EXERCISE. Here the job is to transcribe the data verbatim while leaving each picture out.

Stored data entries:
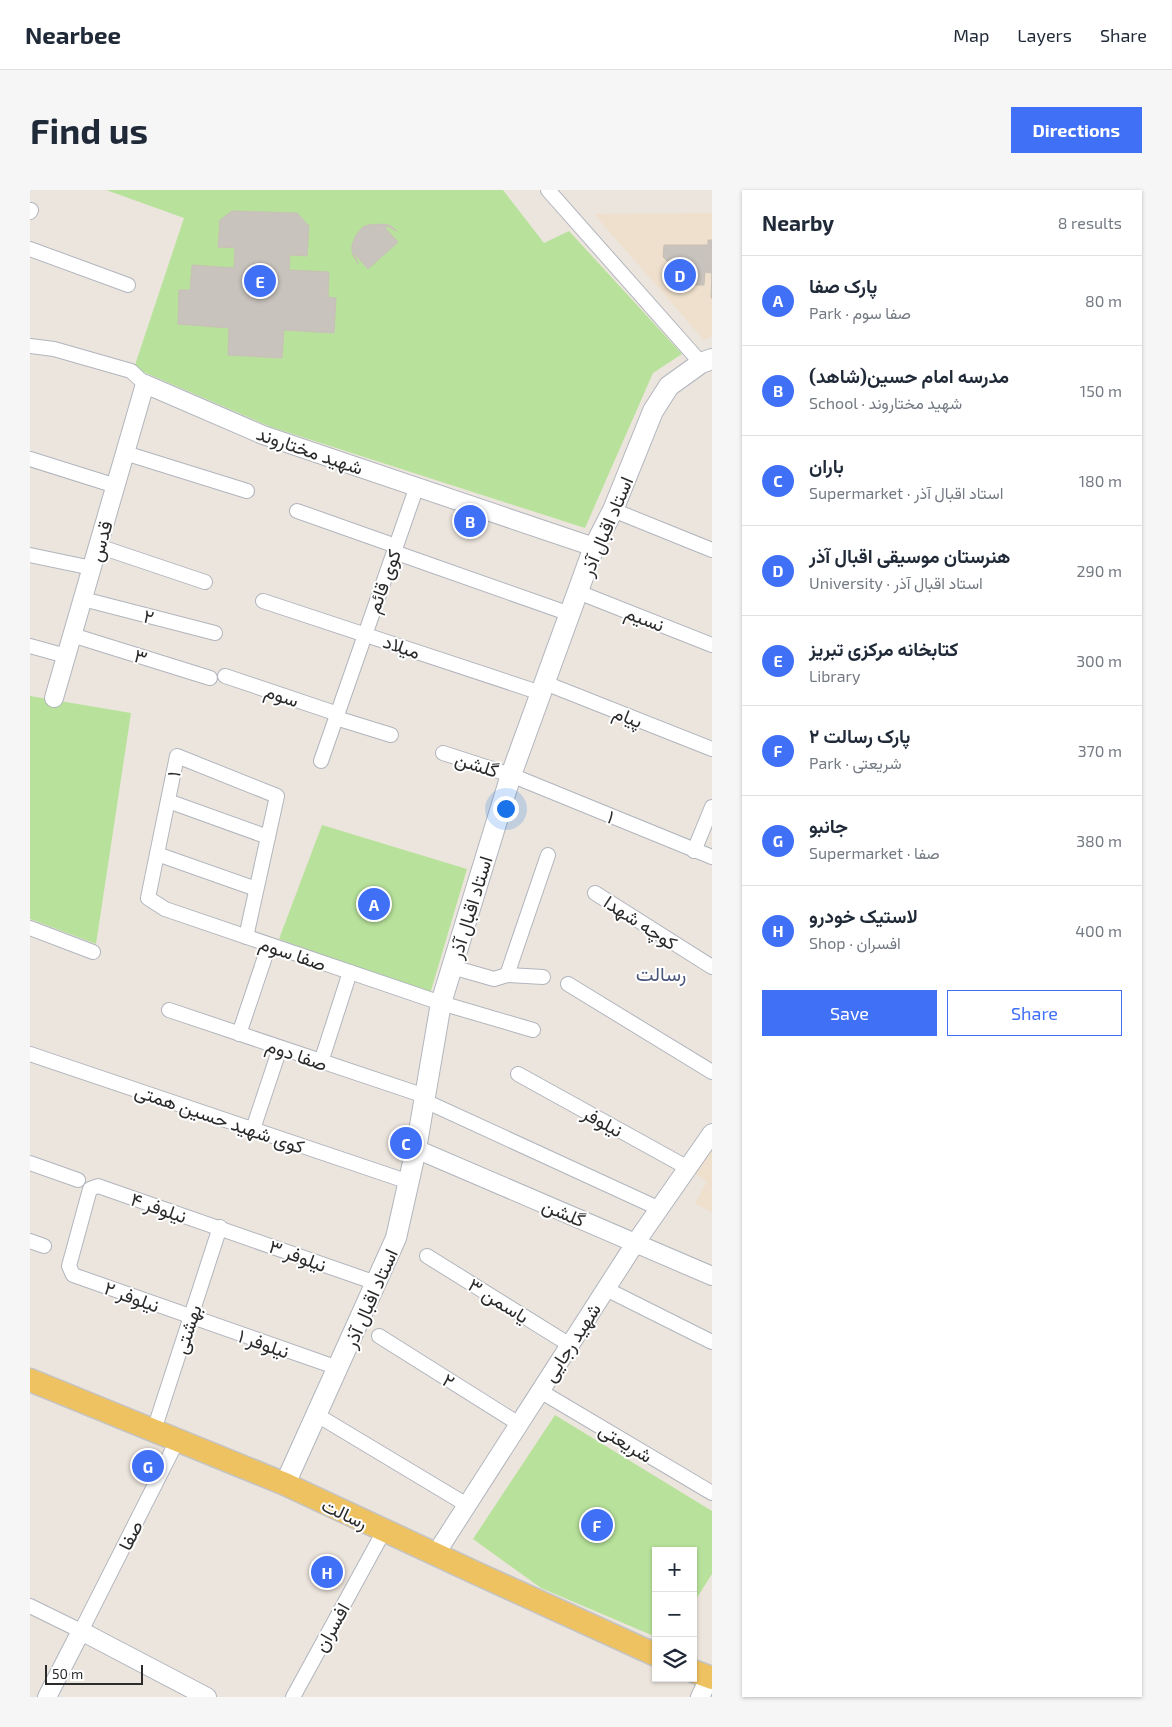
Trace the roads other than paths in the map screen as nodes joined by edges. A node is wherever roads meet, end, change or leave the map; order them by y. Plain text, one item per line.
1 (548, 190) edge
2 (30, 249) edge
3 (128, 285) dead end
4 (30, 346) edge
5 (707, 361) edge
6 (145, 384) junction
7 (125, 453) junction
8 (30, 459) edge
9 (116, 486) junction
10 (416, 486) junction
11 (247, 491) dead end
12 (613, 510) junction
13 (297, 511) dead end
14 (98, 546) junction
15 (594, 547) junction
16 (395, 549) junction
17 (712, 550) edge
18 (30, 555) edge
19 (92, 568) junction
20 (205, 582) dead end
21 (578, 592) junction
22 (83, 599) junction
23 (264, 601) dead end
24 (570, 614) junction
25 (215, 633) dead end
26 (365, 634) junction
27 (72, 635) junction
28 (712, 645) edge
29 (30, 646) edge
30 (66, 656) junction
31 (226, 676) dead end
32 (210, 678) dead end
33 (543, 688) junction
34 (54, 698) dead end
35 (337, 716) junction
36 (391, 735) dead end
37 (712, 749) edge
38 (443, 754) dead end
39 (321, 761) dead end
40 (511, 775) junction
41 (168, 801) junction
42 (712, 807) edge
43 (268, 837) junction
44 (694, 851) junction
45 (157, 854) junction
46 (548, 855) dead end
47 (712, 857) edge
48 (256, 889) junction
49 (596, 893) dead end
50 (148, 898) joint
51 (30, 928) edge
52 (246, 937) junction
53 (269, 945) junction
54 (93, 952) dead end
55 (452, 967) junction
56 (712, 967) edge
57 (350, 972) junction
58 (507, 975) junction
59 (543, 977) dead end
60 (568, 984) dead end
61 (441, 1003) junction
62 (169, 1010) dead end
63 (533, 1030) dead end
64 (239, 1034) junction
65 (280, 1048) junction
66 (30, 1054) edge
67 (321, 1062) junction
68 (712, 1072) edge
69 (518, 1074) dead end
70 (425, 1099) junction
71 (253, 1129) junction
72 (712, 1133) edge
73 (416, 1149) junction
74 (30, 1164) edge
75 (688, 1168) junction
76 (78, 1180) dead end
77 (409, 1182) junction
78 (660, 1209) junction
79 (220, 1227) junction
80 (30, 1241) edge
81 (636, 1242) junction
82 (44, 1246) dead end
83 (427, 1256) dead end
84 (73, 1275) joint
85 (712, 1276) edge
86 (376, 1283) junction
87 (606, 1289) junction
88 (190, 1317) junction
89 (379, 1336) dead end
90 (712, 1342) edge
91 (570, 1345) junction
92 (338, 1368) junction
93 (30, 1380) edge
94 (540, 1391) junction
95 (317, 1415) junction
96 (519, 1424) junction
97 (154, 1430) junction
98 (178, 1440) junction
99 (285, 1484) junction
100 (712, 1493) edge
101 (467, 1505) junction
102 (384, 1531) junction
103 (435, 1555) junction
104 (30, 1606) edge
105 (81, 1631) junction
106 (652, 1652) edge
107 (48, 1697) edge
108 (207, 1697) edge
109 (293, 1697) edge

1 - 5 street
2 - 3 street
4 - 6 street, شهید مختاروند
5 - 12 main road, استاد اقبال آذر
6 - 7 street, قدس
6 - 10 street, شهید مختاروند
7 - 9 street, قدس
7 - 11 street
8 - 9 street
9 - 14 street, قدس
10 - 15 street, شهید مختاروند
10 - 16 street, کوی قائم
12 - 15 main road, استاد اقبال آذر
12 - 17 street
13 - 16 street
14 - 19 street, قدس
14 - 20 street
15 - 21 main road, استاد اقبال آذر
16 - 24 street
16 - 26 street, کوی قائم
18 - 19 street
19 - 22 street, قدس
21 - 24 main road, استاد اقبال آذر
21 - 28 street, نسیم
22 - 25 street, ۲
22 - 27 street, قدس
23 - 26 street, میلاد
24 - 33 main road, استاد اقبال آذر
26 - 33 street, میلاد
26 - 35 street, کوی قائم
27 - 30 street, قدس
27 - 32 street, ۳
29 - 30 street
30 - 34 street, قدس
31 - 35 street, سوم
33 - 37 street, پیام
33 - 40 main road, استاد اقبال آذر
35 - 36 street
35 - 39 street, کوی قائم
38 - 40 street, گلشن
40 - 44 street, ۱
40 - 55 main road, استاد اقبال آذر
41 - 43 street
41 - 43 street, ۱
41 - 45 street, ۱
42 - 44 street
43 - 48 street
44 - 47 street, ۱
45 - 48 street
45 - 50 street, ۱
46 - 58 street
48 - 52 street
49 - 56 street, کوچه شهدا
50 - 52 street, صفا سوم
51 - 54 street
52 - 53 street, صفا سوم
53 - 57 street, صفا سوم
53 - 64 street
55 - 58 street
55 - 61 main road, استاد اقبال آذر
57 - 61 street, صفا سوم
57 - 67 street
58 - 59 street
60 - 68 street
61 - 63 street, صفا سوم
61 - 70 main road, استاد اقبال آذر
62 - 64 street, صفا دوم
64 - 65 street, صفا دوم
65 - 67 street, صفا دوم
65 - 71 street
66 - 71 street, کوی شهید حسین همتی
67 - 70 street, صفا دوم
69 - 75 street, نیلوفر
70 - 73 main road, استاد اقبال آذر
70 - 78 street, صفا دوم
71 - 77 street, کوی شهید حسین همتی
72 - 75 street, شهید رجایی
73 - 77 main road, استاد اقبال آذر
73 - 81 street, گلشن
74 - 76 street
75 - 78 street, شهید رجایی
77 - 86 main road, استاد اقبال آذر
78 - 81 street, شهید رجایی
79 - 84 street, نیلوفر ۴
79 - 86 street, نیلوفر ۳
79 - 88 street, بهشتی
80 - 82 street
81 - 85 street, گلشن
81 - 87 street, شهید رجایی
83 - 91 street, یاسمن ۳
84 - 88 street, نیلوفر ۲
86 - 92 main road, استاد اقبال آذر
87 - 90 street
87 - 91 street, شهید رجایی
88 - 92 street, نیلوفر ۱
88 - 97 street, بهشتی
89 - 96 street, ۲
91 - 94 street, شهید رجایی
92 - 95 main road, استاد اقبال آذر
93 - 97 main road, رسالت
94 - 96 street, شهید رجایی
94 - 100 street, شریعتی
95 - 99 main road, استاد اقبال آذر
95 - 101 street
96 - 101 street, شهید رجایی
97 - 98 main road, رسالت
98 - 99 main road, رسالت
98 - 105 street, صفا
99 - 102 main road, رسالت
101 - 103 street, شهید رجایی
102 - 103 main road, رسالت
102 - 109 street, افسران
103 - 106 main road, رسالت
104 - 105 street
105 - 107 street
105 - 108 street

PROBLEM SOLUTION.
Trace the roads other than paths in the map screen as nodes joined by edges. A node is wherever roads meet, end, change or leave the map; order them by y. Plain text, one item per line.
1 (548, 190) edge
2 (30, 249) edge
3 (128, 285) dead end
4 (30, 346) edge
5 (707, 361) edge
6 (145, 384) junction
7 (125, 453) junction
8 (30, 459) edge
9 (116, 486) junction
10 (416, 486) junction
11 (247, 491) dead end
12 (613, 510) junction
13 (297, 511) dead end
14 (98, 546) junction
15 (594, 547) junction
16 (395, 549) junction
17 (712, 550) edge
18 (30, 555) edge
19 (92, 568) junction
20 (205, 582) dead end
21 (578, 592) junction
22 (83, 599) junction
23 (264, 601) dead end
24 (570, 614) junction
25 (215, 633) dead end
26 (365, 634) junction
27 (72, 635) junction
28 (712, 645) edge
29 (30, 646) edge
30 (66, 656) junction
31 (226, 676) dead end
32 (210, 678) dead end
33 (543, 688) junction
34 (54, 698) dead end
35 (337, 716) junction
36 (391, 735) dead end
37 (712, 749) edge
38 (443, 754) dead end
39 (321, 761) dead end
40 (511, 775) junction
41 (168, 801) junction
42 (712, 807) edge
43 (268, 837) junction
44 (694, 851) junction
45 (157, 854) junction
46 (548, 855) dead end
47 (712, 857) edge
48 (256, 889) junction
49 (596, 893) dead end
50 (148, 898) joint
51 (30, 928) edge
52 (246, 937) junction
53 (269, 945) junction
54 (93, 952) dead end
55 (452, 967) junction
56 (712, 967) edge
57 (350, 972) junction
58 (507, 975) junction
59 (543, 977) dead end
60 (568, 984) dead end
61 (441, 1003) junction
62 (169, 1010) dead end
63 (533, 1030) dead end
64 (239, 1034) junction
65 (280, 1048) junction
66 (30, 1054) edge
67 (321, 1062) junction
68 (712, 1072) edge
69 (518, 1074) dead end
70 (425, 1099) junction
71 (253, 1129) junction
72 (712, 1133) edge
73 (416, 1149) junction
74 (30, 1164) edge
75 (688, 1168) junction
76 (78, 1180) dead end
77 (409, 1182) junction
78 (660, 1209) junction
79 (220, 1227) junction
80 (30, 1241) edge
81 (636, 1242) junction
82 (44, 1246) dead end
83 (427, 1256) dead end
84 (73, 1275) joint
85 (712, 1276) edge
86 (376, 1283) junction
87 (606, 1289) junction
88 (190, 1317) junction
89 (379, 1336) dead end
90 (712, 1342) edge
91 (570, 1345) junction
92 (338, 1368) junction
93 (30, 1380) edge
94 (540, 1391) junction
95 (317, 1415) junction
96 (519, 1424) junction
97 (154, 1430) junction
98 (178, 1440) junction
99 (285, 1484) junction
100 (712, 1493) edge
101 (467, 1505) junction
102 (384, 1531) junction
103 (435, 1555) junction
104 (30, 1606) edge
105 (81, 1631) junction
106 (652, 1652) edge
107 (48, 1697) edge
108 (207, 1697) edge
109 (293, 1697) edge

1 - 5 street
2 - 3 street
4 - 6 street, شهید مختاروند
5 - 12 main road, استاد اقبال آذر
6 - 7 street, قدس
6 - 10 street, شهید مختاروند
7 - 9 street, قدس
7 - 11 street
8 - 9 street
9 - 14 street, قدس
10 - 15 street, شهید مختاروند
10 - 16 street, کوی قائم
12 - 15 main road, استاد اقبال آذر
12 - 17 street
13 - 16 street
14 - 19 street, قدس
14 - 20 street
15 - 21 main road, استاد اقبال آذر
16 - 24 street
16 - 26 street, کوی قائم
18 - 19 street
19 - 22 street, قدس
21 - 24 main road, استاد اقبال آذر
21 - 28 street, نسیم
22 - 25 street, ۲
22 - 27 street, قدس
23 - 26 street, میلاد
24 - 33 main road, استاد اقبال آذر
26 - 33 street, میلاد
26 - 35 street, کوی قائم
27 - 30 street, قدس
27 - 32 street, ۳
29 - 30 street
30 - 34 street, قدس
31 - 35 street, سوم
33 - 37 street, پیام
33 - 40 main road, استاد اقبال آذر
35 - 36 street
35 - 39 street, کوی قائم
38 - 40 street, گلشن
40 - 44 street, ۱
40 - 55 main road, استاد اقبال آذر
41 - 43 street
41 - 43 street, ۱
41 - 45 street, ۱
42 - 44 street
43 - 48 street
44 - 47 street, ۱
45 - 48 street
45 - 50 street, ۱
46 - 58 street
48 - 52 street
49 - 56 street, کوچه شهدا
50 - 52 street, صفا سوم
51 - 54 street
52 - 53 street, صفا سوم
53 - 57 street, صفا سوم
53 - 64 street
55 - 58 street
55 - 61 main road, استاد اقبال آذر
57 - 61 street, صفا سوم
57 - 67 street
58 - 59 street
60 - 68 street
61 - 63 street, صفا سوم
61 - 70 main road, استاد اقبال آذر
62 - 64 street, صفا دوم
64 - 65 street, صفا دوم
65 - 67 street, صفا دوم
65 - 71 street
66 - 71 street, کوی شهید حسین همتی
67 - 70 street, صفا دوم
69 - 75 street, نیلوفر
70 - 73 main road, استاد اقبال آذر
70 - 78 street, صفا دوم
71 - 77 street, کوی شهید حسین همتی
72 - 75 street, شهید رجایی
73 - 77 main road, استاد اقبال آذر
73 - 81 street, گلشن
74 - 76 street
75 - 78 street, شهید رجایی
77 - 86 main road, استاد اقبال آذر
78 - 81 street, شهید رجایی
79 - 84 street, نیلوفر ۴
79 - 86 street, نیلوفر ۳
79 - 88 street, بهشتی
80 - 82 street
81 - 85 street, گلشن
81 - 87 street, شهید رجایی
83 - 91 street, یاسمن ۳
84 - 88 street, نیلوفر ۲
86 - 92 main road, استاد اقبال آذر
87 - 90 street
87 - 91 street, شهید رجایی
88 - 92 street, نیلوفر ۱
88 - 97 street, بهشتی
89 - 96 street, ۲
91 - 94 street, شهید رجایی
92 - 95 main road, استاد اقبال آذر
93 - 97 main road, رسالت
94 - 96 street, شهید رجایی
94 - 100 street, شریعتی
95 - 99 main road, استاد اقبال آذر
95 - 101 street
96 - 101 street, شهید رجایی
97 - 98 main road, رسالت
98 - 99 main road, رسالت
98 - 105 street, صفا
99 - 102 main road, رسالت
101 - 103 street, شهید رجایی
102 - 103 main road, رسالت
102 - 109 street, افسران
103 - 106 main road, رسالت
104 - 105 street
105 - 107 street
105 - 108 street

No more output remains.